"Logbook" for scientific simulations

Question

I'm using C++ to perform scientific simulation on some things. At this moment, due to the increasing number of parameters, I found necessary to have a "logbook": a file where all the information about a given simulation is stored (not the output; the parameters that led to that output and the respective git commit).

I've searched and it seems to me that the use of XML should be a good option, since it can easily be parsed using python, mathematica or other analysis software.

I wonder if anyone agrees with this, or has a better option.

Besides, I wonder how can I pick the current commit of git to save it on the logbook.

hroptatyr · Accepted Answer

In general I agree with you:

XML is widely deployed, there's tonnes of tools to bring the logbook into shape.
It's flexible, you can add additional attributes later without breaking old ``scripts''
It's file based, one document, one file, use the filesystem to organise logbook ``pages''
It's file based and plain text, tools like find, grep, diff (at a push) can help you in urgent cases
It's your own solution, you're free to track any information you need, and if you deem it essential to associate sunlight hours with the parameters, do it.

That being said, I should add the storage format depends on the typical use case, if you need to find out why every monday after a full moon the optimiser cannot find any solutions, it will be hard (well, harder) to come up with the necessary XPath/XQuery hackery to do that because of the non-normativity of your structure.
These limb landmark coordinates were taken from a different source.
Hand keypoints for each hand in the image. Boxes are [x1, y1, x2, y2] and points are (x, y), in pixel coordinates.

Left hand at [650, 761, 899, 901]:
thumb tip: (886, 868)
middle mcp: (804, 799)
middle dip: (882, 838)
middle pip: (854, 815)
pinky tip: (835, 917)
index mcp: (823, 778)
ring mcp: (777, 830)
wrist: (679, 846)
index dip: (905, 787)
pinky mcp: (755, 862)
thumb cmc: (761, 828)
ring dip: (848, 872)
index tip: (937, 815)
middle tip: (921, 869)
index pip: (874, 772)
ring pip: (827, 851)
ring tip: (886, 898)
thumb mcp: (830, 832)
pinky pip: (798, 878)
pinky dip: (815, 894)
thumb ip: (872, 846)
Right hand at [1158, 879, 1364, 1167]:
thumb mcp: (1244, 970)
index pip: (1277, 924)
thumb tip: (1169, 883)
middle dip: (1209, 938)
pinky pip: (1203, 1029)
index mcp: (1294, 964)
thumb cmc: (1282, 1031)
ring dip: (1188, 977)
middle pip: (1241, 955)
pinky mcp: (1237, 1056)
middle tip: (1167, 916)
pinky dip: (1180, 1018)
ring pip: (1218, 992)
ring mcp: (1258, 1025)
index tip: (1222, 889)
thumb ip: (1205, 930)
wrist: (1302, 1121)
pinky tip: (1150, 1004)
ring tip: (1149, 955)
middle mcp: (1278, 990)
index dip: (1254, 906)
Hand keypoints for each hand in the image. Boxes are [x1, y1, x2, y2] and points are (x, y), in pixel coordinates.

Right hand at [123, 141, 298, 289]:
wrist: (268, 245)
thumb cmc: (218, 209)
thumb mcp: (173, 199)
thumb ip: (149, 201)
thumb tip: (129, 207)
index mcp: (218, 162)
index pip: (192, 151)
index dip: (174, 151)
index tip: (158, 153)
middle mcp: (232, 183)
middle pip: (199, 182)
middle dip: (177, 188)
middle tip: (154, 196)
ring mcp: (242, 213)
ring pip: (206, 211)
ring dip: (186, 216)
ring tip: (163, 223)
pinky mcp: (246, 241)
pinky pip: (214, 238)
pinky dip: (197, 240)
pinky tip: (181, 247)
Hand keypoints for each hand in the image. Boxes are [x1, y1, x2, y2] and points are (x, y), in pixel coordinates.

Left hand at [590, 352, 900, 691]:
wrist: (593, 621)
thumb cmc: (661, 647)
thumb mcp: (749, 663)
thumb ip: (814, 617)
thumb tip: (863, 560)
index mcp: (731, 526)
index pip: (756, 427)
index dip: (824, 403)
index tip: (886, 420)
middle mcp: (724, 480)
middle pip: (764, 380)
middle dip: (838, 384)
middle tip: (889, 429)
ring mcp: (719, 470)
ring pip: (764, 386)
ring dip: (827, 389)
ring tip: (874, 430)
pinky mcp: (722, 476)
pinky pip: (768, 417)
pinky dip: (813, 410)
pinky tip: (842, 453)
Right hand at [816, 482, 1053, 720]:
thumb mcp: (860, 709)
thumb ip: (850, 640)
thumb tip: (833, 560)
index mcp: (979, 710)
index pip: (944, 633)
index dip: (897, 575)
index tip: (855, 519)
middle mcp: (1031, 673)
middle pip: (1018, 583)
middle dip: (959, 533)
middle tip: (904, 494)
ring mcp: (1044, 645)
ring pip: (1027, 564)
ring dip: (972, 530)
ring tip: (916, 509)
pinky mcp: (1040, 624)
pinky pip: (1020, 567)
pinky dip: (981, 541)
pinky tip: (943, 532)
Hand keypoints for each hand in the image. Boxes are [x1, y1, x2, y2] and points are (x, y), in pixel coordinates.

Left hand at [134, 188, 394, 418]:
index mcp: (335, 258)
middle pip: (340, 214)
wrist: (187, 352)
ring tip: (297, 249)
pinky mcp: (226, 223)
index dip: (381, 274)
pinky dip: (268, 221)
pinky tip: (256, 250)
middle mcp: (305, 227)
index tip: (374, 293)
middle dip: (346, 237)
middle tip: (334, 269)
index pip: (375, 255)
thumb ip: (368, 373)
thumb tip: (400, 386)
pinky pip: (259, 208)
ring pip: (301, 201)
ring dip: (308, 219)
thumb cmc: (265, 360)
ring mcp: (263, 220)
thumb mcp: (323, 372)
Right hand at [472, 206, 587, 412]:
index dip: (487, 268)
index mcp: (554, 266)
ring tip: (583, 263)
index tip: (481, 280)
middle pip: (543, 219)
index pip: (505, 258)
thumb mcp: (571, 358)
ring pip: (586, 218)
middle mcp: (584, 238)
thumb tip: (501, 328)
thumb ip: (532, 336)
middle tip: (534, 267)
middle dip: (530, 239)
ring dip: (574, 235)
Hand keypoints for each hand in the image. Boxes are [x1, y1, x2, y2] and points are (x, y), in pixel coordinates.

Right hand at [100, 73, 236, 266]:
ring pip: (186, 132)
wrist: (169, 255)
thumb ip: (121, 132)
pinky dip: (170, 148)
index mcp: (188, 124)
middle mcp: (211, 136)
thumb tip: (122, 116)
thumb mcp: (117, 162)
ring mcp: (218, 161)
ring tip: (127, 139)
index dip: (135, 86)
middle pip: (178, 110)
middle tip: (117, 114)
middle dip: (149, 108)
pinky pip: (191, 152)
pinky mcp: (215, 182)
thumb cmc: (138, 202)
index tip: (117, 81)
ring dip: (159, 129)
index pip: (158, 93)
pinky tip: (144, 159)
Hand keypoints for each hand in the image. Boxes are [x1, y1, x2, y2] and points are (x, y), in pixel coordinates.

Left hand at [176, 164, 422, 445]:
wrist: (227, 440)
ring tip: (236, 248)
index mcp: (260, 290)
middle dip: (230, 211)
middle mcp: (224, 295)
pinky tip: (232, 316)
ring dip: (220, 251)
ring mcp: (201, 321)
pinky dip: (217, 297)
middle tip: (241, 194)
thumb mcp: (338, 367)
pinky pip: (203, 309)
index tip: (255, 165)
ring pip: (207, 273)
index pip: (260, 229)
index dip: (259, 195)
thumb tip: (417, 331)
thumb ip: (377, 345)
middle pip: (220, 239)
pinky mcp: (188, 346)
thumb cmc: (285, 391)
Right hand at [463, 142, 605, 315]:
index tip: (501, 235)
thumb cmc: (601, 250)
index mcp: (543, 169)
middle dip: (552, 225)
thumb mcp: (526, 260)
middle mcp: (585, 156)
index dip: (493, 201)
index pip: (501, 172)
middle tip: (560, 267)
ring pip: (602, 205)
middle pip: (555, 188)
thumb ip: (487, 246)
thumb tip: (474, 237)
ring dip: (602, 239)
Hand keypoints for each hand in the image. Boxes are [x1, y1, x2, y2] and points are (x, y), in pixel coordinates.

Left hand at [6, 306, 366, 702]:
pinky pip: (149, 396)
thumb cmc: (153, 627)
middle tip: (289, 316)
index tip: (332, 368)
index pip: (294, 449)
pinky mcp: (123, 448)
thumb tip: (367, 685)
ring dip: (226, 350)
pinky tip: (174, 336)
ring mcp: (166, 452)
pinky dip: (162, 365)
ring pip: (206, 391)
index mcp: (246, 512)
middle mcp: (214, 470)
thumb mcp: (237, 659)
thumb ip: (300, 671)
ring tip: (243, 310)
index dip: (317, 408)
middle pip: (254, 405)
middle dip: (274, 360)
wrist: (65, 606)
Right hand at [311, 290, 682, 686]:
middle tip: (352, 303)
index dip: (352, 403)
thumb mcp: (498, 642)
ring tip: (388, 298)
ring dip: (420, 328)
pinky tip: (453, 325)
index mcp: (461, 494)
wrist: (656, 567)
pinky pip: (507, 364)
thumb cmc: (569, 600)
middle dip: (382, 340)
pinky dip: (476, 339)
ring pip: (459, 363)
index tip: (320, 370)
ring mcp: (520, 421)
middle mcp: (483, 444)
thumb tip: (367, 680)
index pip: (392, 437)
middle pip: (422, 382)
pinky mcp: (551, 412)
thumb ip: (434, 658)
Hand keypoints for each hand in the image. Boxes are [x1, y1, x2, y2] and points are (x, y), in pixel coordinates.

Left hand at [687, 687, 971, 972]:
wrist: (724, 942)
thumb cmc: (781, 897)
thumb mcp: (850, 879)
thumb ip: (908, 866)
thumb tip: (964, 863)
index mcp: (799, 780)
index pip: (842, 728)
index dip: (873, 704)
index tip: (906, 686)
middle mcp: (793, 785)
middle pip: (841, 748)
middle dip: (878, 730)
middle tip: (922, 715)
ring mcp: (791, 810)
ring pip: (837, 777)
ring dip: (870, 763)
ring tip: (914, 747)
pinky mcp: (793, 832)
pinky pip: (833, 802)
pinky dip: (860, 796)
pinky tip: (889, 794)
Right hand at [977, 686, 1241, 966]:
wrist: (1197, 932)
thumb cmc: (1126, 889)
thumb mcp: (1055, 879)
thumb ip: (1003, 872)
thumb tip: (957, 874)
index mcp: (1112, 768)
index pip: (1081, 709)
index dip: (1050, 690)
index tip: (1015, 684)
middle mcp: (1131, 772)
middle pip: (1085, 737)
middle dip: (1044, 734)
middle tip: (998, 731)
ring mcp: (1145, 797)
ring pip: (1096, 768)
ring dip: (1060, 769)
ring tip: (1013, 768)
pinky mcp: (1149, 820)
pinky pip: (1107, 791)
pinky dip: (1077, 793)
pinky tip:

Well all the downsides I can think of:

It's verbose, XML documents in my area tend to be more like 20 to 40 GBs whereas the info probably could be represented in more like 500 MB.
It's slow (depends on how you use it), RDBMs or even nosql solutions employ techniques like indexing to make reading faster.
It's flexible, that's also a downside: If you happen to add two new attributes per day you will end up with nothing but a marked up free text, it will need thorough polishing if you want to import it into structure-focussed systems (SQL, csv, json, ...)
It's your own solution, you have to write it and maintain it

As for the second bit: git describe --always HEAD

thiton · Answer

The easiest option is to make your program a pure function, i.e. externalize all changing and possibly changing parameters into program options so that a simulation is completely specified by the options and a git commit identifier.

Boost.Program_options aids greatly in implementing such a scheme.

Fomite · Answer

This may sound odd on a programming site, but I found doing several bits of simulation work that the best log book was...well...a log book.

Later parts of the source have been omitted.